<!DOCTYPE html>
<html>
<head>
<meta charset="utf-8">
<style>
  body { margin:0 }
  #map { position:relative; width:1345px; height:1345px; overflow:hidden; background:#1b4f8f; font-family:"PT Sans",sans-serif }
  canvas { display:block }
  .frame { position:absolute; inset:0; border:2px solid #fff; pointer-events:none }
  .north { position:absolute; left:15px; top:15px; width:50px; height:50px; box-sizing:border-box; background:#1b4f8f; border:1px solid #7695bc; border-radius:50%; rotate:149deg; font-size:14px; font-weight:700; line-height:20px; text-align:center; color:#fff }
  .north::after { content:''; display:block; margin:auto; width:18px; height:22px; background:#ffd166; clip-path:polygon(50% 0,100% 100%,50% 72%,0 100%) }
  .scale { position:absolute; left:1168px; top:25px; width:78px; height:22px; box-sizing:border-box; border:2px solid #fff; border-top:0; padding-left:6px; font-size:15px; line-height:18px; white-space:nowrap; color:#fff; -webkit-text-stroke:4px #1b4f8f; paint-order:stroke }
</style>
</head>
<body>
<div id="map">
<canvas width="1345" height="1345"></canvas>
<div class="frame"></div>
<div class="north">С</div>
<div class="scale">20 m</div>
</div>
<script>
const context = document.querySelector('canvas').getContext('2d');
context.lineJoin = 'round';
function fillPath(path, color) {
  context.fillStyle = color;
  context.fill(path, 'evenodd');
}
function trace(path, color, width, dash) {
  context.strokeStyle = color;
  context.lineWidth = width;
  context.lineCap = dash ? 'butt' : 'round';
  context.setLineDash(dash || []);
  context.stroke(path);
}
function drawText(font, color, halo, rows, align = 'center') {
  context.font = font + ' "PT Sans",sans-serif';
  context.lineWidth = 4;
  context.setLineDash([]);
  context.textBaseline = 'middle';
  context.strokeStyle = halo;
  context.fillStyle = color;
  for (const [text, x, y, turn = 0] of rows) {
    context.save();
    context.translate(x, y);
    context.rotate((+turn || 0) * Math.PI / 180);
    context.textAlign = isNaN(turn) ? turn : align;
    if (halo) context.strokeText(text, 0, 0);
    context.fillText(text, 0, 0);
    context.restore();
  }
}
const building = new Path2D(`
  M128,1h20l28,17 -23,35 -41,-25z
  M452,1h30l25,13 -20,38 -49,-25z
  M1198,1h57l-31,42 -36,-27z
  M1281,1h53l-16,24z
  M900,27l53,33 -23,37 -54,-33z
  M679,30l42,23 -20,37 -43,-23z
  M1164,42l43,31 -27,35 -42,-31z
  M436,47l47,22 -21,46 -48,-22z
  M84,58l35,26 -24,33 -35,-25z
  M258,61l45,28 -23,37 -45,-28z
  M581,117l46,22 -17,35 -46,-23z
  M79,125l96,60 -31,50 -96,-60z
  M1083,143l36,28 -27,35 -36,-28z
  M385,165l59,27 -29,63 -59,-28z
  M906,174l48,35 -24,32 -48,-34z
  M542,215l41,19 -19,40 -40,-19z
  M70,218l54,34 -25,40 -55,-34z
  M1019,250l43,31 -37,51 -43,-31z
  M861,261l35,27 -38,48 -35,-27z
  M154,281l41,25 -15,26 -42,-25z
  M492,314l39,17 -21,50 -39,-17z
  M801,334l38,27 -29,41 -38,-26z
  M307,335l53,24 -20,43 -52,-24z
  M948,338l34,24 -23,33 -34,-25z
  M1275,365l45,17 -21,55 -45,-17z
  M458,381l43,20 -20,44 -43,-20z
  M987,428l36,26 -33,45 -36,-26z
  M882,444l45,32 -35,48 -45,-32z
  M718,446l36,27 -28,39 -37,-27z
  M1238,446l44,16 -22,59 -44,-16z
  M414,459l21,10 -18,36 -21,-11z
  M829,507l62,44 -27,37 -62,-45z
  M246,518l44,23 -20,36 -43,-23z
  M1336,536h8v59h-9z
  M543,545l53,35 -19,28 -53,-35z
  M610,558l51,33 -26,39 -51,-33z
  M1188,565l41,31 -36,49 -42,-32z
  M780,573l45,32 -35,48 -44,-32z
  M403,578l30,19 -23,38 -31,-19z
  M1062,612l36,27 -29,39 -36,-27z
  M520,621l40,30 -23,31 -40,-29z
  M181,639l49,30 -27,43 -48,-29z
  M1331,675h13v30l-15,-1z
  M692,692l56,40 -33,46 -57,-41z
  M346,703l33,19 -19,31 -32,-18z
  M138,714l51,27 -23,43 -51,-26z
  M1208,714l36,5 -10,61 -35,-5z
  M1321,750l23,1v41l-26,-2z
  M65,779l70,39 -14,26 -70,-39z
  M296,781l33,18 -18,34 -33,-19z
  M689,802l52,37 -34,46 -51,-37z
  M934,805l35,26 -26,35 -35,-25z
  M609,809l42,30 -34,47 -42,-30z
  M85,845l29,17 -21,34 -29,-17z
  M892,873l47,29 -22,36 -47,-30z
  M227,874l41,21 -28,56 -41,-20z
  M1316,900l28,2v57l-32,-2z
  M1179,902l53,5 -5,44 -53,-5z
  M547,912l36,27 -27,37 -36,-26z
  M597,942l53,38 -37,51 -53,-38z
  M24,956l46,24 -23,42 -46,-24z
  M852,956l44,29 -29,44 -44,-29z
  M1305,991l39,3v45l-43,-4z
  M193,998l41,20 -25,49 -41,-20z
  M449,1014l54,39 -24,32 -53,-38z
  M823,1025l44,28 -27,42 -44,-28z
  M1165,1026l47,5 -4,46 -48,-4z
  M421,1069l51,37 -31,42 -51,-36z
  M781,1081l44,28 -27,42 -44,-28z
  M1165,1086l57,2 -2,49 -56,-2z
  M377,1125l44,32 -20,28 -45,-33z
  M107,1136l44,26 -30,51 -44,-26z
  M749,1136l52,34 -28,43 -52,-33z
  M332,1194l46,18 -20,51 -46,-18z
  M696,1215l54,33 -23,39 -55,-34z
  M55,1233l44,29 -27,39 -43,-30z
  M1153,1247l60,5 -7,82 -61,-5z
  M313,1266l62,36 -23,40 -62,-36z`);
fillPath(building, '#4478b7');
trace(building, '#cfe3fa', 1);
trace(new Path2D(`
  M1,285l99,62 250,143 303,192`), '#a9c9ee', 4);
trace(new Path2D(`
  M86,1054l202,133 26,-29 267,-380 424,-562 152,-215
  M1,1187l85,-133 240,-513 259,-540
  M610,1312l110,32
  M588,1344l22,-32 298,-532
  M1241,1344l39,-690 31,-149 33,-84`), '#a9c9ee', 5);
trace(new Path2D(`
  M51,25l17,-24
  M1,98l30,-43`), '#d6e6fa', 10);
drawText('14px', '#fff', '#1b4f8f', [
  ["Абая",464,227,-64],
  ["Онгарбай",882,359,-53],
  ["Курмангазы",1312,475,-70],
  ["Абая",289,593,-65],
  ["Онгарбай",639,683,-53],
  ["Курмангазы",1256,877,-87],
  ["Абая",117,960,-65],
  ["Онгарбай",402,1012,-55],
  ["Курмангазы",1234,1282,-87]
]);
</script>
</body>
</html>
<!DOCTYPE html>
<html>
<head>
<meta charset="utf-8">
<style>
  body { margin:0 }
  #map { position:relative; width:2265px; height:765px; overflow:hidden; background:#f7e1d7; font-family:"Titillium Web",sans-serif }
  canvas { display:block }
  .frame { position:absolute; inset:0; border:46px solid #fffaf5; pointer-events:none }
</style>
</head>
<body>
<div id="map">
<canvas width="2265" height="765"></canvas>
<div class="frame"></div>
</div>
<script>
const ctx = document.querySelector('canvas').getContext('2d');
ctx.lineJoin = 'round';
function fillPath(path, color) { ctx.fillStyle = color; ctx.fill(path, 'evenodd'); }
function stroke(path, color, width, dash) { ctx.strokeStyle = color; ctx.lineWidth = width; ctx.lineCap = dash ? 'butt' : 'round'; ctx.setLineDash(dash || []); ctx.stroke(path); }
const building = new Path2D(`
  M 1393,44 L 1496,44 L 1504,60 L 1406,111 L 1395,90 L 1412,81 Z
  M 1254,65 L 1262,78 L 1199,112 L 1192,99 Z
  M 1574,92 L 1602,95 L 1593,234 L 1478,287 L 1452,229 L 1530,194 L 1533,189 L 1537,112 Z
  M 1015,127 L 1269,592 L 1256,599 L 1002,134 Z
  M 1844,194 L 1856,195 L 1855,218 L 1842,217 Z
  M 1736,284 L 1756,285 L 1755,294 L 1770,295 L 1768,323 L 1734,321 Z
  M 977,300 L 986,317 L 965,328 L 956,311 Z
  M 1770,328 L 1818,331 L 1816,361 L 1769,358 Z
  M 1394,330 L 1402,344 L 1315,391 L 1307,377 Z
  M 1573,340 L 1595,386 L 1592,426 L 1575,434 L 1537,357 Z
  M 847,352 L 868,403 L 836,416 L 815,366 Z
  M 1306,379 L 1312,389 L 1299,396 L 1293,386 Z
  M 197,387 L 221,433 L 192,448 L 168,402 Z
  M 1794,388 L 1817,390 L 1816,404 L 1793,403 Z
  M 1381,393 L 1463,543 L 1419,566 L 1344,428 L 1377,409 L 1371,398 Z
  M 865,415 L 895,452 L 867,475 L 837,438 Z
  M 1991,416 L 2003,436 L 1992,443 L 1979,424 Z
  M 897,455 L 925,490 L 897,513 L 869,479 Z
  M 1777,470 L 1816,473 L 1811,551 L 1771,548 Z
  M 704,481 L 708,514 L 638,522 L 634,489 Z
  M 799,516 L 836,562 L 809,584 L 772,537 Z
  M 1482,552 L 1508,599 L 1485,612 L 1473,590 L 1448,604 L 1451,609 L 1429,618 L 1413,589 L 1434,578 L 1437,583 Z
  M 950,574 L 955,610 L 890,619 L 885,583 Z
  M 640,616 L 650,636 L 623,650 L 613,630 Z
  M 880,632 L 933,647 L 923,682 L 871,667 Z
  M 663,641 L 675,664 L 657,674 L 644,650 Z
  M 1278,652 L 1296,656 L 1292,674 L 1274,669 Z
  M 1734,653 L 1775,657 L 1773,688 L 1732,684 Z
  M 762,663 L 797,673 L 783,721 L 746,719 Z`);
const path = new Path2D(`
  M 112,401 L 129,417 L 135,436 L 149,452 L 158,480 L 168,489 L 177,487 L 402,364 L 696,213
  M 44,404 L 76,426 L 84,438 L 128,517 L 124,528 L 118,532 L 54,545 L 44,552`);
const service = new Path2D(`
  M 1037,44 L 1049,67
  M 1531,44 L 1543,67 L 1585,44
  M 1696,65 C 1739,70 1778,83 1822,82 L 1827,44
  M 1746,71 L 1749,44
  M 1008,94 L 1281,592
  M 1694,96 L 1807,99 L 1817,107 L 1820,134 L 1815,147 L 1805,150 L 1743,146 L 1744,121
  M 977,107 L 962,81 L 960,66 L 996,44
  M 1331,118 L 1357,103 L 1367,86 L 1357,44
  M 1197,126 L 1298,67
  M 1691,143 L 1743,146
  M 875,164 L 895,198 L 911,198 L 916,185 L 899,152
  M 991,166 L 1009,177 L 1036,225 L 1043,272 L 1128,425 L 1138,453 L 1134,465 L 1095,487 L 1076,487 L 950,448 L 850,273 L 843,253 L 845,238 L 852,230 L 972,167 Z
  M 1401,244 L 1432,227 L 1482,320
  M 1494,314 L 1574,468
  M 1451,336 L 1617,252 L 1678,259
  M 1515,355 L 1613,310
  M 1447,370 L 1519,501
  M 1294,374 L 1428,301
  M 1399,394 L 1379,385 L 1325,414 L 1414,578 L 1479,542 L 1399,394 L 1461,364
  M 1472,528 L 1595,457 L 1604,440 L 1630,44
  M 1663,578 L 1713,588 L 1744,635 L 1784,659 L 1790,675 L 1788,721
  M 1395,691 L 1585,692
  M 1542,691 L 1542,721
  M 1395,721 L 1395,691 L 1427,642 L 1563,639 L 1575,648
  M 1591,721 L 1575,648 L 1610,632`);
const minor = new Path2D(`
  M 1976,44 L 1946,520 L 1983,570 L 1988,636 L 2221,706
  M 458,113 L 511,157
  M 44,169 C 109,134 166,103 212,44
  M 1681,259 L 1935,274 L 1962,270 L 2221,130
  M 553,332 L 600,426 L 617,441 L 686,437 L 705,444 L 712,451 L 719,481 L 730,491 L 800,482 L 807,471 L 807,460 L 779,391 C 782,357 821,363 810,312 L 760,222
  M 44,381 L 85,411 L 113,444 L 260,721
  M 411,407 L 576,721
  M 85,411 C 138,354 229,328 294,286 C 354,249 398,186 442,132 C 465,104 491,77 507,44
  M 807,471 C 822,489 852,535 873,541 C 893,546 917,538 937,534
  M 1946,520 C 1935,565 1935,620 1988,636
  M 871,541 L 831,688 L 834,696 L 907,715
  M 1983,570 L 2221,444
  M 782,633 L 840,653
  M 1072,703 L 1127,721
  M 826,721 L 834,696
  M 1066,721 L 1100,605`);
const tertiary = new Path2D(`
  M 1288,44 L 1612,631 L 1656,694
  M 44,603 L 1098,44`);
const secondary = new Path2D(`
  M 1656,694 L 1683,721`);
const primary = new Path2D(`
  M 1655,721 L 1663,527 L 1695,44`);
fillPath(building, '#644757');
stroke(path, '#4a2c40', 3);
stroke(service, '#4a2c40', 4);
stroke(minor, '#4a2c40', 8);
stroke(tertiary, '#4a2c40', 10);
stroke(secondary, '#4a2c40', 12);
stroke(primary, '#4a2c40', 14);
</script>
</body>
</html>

——————

**Exercise details:**
In the entries above, the lines between the one holding "context.strokeStyle = color;" and the one holding "M492,314l39,17 -21,50 -39,-17z", inclusive, are to be printed exactly as written, and those alone.

**Worked solution:**
  context.strokeStyle = color;
  context.lineWidth = width;
  context.lineCap = dash ? 'butt' : 'round';
  context.setLineDash(dash || []);
  context.stroke(path);
}
function drawText(font, color, halo, rows, align = 'center') {
  context.font = font + ' "PT Sans",sans-serif';
  context.lineWidth = 4;
  context.setLineDash([]);
  context.textBaseline = 'middle';
  context.strokeStyle = halo;
  context.fillStyle = color;
  for (const [text, x, y, turn = 0] of rows) {
    context.save();
    context.translate(x, y);
    context.rotate((+turn || 0) * Math.PI / 180);
    context.textAlign = isNaN(turn) ? turn : align;
    if (halo) context.strokeText(text, 0, 0);
    context.fillText(text, 0, 0);
    context.restore();
  }
}
const building = new Path2D(`
  M128,1h20l28,17 -23,35 -41,-25z
  M452,1h30l25,13 -20,38 -49,-25z
  M1198,1h57l-31,42 -36,-27z
  M1281,1h53l-16,24z
  M900,27l53,33 -23,37 -54,-33z
  M679,30l42,23 -20,37 -43,-23z
  M1164,42l43,31 -27,35 -42,-31z
  M436,47l47,22 -21,46 -48,-22z
  M84,58l35,26 -24,33 -35,-25z
  M258,61l45,28 -23,37 -45,-28z
  M581,117l46,22 -17,35 -46,-23z
  M79,125l96,60 -31,50 -96,-60z
  M1083,143l36,28 -27,35 -36,-28z
  M385,165l59,27 -29,63 -59,-28z
  M906,174l48,35 -24,32 -48,-34z
  M542,215l41,19 -19,40 -40,-19z
  M70,218l54,34 -25,40 -55,-34z
  M1019,250l43,31 -37,51 -43,-31z
  M861,261l35,27 -38,48 -35,-27z
  M154,281l41,25 -15,26 -42,-25z
  M492,314l39,17 -21,50 -39,-17z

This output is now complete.